Here is how I built a real-time web dashboard for my bot with minimal footprint.
The Architecture: Decoupled by Design
Injecting UI or heavy API logic directly into a live trading bot is a recipe for disaster. If the UI thread crashes, I don't want it bringing down the trading engine during a volatile market move.
I opted for a completely decoupled file-based architecture:
-
The Bot (Writer): Runs as usual. At the end of every candle evaluation, it simply writes its current state (balance, open positions, active settings) to a
bot_state.jsonfile. -
The Flask API (Reader): A lightweight separate process that reads the
.jsonand.csvtrade logs and serves them via REST endpoints. - The Frontend: A Vanilla JS + Chart.js static HTML page that polls the API every 15 seconds.
Step 1: The Lightweight Flask API
I created a dashboard_api.py script. It exposes endpoints like:
-
/api/status: Bot version, strategy, ADX levels. -
/api/balance: Current USDT balance. -
/api/trades: Parses the CSV trade logs. -
/api/stats: Calculates win rate and total PnL.
Inside the main bot script, I only added three lines of code inside the start() method to launch the Flask server as a daemon thread.

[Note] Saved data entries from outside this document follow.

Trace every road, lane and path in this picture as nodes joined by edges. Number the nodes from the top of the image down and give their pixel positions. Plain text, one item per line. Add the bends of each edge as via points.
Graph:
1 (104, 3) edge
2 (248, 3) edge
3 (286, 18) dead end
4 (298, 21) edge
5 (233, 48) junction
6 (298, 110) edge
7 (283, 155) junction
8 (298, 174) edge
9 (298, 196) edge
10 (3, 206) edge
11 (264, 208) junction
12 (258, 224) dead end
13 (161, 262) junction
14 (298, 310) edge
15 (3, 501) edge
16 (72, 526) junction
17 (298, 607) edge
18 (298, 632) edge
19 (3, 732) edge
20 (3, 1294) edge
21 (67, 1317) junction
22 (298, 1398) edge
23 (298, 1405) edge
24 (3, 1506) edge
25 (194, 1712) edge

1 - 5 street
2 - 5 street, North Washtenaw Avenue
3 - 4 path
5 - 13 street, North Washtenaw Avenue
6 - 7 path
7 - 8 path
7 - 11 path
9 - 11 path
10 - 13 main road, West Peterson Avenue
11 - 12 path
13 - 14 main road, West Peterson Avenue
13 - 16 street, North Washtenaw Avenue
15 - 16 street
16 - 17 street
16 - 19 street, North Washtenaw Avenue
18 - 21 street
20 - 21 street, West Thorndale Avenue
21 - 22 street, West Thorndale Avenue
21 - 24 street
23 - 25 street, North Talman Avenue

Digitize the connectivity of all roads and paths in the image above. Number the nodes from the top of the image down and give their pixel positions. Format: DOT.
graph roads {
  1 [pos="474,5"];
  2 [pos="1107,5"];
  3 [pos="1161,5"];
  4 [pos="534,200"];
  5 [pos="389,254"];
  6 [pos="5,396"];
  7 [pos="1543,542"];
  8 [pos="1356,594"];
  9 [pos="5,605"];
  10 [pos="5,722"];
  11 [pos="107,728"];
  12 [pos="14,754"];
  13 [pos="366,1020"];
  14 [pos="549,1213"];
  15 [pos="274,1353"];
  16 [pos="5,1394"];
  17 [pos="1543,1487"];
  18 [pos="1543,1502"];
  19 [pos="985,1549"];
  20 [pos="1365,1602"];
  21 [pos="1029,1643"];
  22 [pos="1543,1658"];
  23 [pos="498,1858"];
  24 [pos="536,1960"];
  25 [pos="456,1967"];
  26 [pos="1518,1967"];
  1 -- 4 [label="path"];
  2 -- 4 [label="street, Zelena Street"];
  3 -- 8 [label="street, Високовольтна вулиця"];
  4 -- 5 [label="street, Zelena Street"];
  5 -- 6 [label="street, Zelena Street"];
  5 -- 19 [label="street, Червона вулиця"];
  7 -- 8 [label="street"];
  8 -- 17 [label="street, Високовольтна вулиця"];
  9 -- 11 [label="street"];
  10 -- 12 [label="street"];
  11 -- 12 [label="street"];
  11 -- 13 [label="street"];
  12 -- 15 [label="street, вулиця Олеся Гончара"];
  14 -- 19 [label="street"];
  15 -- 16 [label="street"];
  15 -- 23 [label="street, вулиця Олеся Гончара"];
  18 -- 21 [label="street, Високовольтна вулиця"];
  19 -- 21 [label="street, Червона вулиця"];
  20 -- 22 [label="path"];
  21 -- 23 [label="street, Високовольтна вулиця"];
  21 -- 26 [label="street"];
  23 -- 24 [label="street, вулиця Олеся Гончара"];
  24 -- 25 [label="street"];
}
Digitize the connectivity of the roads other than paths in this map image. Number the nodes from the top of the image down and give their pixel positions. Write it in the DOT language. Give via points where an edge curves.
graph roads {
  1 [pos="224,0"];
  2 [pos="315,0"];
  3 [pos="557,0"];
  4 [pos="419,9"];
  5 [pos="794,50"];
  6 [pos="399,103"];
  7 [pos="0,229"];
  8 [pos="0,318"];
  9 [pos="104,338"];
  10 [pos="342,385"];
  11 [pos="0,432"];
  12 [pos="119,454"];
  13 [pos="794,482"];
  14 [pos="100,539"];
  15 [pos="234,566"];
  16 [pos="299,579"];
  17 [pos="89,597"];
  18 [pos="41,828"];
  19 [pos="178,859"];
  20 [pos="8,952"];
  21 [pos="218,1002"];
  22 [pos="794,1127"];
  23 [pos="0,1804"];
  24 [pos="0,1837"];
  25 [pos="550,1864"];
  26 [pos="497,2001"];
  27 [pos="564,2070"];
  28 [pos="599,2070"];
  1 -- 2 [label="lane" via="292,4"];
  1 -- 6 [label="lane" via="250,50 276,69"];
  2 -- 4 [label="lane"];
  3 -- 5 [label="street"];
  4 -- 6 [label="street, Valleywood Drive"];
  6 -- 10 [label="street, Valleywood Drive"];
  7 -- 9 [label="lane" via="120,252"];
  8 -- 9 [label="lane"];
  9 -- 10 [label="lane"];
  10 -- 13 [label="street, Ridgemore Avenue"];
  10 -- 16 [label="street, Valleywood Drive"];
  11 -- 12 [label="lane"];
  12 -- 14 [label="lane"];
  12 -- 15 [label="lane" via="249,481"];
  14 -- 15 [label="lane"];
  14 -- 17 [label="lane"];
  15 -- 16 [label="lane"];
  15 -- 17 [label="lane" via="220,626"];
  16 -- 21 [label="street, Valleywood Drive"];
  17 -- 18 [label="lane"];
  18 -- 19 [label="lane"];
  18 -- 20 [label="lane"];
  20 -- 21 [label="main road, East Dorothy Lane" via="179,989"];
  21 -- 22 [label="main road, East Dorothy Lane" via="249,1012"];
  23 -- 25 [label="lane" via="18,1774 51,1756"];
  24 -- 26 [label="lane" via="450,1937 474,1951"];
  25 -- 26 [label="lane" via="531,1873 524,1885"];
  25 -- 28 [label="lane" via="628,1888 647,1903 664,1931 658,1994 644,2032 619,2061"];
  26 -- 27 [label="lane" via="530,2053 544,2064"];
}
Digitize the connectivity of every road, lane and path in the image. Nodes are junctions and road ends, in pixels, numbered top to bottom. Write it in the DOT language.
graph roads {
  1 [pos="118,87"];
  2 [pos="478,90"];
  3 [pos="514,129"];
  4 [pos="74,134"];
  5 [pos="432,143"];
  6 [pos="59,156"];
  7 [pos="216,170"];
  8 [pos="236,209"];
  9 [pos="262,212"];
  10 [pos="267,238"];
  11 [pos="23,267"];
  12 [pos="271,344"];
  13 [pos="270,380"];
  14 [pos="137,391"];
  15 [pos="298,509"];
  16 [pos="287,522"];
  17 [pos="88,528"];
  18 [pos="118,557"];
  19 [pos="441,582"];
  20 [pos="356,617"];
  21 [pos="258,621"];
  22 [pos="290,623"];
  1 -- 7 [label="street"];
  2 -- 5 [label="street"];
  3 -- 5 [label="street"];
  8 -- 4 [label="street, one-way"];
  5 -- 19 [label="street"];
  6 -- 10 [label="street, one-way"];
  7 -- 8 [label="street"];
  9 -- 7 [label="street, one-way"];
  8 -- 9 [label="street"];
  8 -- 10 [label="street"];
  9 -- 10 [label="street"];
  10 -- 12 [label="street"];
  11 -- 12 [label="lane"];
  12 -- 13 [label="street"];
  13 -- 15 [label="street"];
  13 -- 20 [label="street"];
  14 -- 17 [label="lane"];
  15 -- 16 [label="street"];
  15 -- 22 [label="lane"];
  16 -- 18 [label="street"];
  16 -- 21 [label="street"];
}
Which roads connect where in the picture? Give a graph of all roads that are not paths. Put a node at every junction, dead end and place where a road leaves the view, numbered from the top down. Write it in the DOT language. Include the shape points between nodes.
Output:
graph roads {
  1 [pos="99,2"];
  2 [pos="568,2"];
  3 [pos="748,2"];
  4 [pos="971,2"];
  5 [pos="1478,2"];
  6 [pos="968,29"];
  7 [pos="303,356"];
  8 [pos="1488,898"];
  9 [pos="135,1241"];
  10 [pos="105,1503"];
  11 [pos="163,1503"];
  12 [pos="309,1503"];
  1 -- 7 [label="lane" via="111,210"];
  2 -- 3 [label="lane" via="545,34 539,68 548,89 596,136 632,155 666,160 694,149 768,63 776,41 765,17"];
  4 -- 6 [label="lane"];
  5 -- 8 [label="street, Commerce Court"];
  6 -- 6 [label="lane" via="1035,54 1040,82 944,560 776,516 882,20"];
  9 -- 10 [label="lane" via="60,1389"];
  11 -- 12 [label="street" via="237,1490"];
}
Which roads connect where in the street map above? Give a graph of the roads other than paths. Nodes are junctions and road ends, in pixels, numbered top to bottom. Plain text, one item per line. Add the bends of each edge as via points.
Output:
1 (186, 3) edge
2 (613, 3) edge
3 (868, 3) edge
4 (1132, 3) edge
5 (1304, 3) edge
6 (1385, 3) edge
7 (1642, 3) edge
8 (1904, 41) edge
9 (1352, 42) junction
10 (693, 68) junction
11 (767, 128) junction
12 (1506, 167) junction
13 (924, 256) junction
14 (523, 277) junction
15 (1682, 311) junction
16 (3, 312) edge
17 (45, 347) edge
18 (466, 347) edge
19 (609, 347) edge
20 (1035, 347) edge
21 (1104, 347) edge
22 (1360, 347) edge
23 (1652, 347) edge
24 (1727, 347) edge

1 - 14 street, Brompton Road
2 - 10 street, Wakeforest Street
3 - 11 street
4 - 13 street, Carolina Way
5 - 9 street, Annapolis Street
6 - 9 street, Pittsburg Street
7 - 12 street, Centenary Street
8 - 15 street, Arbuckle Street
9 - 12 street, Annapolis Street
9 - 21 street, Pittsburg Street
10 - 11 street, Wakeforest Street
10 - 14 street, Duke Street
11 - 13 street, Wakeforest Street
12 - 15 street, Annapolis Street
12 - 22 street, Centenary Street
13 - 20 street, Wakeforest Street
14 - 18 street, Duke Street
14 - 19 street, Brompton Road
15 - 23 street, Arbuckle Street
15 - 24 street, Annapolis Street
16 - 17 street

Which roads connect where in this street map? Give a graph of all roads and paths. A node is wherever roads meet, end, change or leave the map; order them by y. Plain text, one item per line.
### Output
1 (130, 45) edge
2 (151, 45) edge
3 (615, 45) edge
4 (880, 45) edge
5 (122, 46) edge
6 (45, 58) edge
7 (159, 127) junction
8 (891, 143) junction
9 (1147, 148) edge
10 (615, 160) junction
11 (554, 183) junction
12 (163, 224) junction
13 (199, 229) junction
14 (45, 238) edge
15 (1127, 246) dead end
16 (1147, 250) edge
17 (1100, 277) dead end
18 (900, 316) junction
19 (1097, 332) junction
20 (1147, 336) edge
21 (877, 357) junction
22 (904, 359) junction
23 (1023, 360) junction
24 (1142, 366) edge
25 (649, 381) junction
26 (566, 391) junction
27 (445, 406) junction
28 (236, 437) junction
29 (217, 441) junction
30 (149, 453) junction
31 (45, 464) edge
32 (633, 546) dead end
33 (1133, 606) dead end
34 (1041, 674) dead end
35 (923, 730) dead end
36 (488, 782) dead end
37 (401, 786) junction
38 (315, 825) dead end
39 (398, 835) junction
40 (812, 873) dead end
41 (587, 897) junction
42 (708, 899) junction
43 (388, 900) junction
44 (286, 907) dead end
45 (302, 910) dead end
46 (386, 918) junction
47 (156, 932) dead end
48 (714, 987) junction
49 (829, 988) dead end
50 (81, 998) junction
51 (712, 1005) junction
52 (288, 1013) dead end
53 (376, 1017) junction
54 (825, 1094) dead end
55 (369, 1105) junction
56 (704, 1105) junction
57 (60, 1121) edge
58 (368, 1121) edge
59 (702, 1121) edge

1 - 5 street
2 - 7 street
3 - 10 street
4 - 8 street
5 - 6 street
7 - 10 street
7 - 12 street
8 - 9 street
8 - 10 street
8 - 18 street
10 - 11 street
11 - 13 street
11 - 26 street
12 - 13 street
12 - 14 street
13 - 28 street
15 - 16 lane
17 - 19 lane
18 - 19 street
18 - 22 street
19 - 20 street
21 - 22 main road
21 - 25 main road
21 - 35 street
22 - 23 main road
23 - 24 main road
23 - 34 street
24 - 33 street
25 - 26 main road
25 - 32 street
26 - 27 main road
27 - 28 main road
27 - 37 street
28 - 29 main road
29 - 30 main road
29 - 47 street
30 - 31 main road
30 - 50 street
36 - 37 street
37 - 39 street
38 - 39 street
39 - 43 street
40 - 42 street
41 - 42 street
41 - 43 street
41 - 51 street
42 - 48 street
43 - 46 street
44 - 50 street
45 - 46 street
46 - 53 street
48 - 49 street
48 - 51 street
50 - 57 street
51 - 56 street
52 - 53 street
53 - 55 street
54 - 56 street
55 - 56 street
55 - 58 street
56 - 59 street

The trading logic remained untouched.
Step 2: The Vanilla JS Frontend
I didn't want to over-engineer this with React or Vue. A single index.html file using Vanilla JS and Chart.js for the PnL curve was perfect.
It fetches data asynchronously every 15 seconds. The dashboard displays active parameters, a live PnL chart, currently open positions, a recent trade ledger, and a historical comparison of bot versions (e.g., v8.00 vs v8.01 vs v8.02).
Challenges & Troubleshooting
1. The Flask Threading Bottleneck
Initially, the dashboard kept hanging. The browser was trying to fetch 6 API endpoints simultaneously, but the default Flask development server runs on a single thread. Requests were timing out.
Fix: Simply setting threaded=True in the app.run() parameters solved the concurrency issue.
2. Legacy CSV Ghost Data
My total PnL suddenly showed +$3,700 USDT (which I definitely didn't make). The API was reading old v7.x CSV files sitting in the logs/ directory. Because the column structures had changed between versions, the parser was reading random timestamp strings as PnL floats.
Fix: Added a strict date filter and outlier rejection logic to ignore corrupted or legacy data rows.
3. The AWS + Windows Double Firewall
I opened port 8765 (API) and 3000 (HTML) in my AWS Security Group, restricted to my IP. But I still couldn't connect. I forgot that I was running a Windows EC2 instance, which has its own internal firewall.
Fix: Had to add an inbound rule via the command line:
netsh advfirewall firewall add rule name="Dashboard" dir=in action=allow protocol=TCP localport=8765
Conclusion
Building this dashboard was a game-changer. Staring at raw numbers in a terminal is one thing, but seeing a visual PnL curve and a comparative table of version win rates immediately highlights structural flaws in your strategy.
If you are building an algo-trading bot, spend a weekend building a visual dashboard. Data visualization is the first real step toward strategy optimization.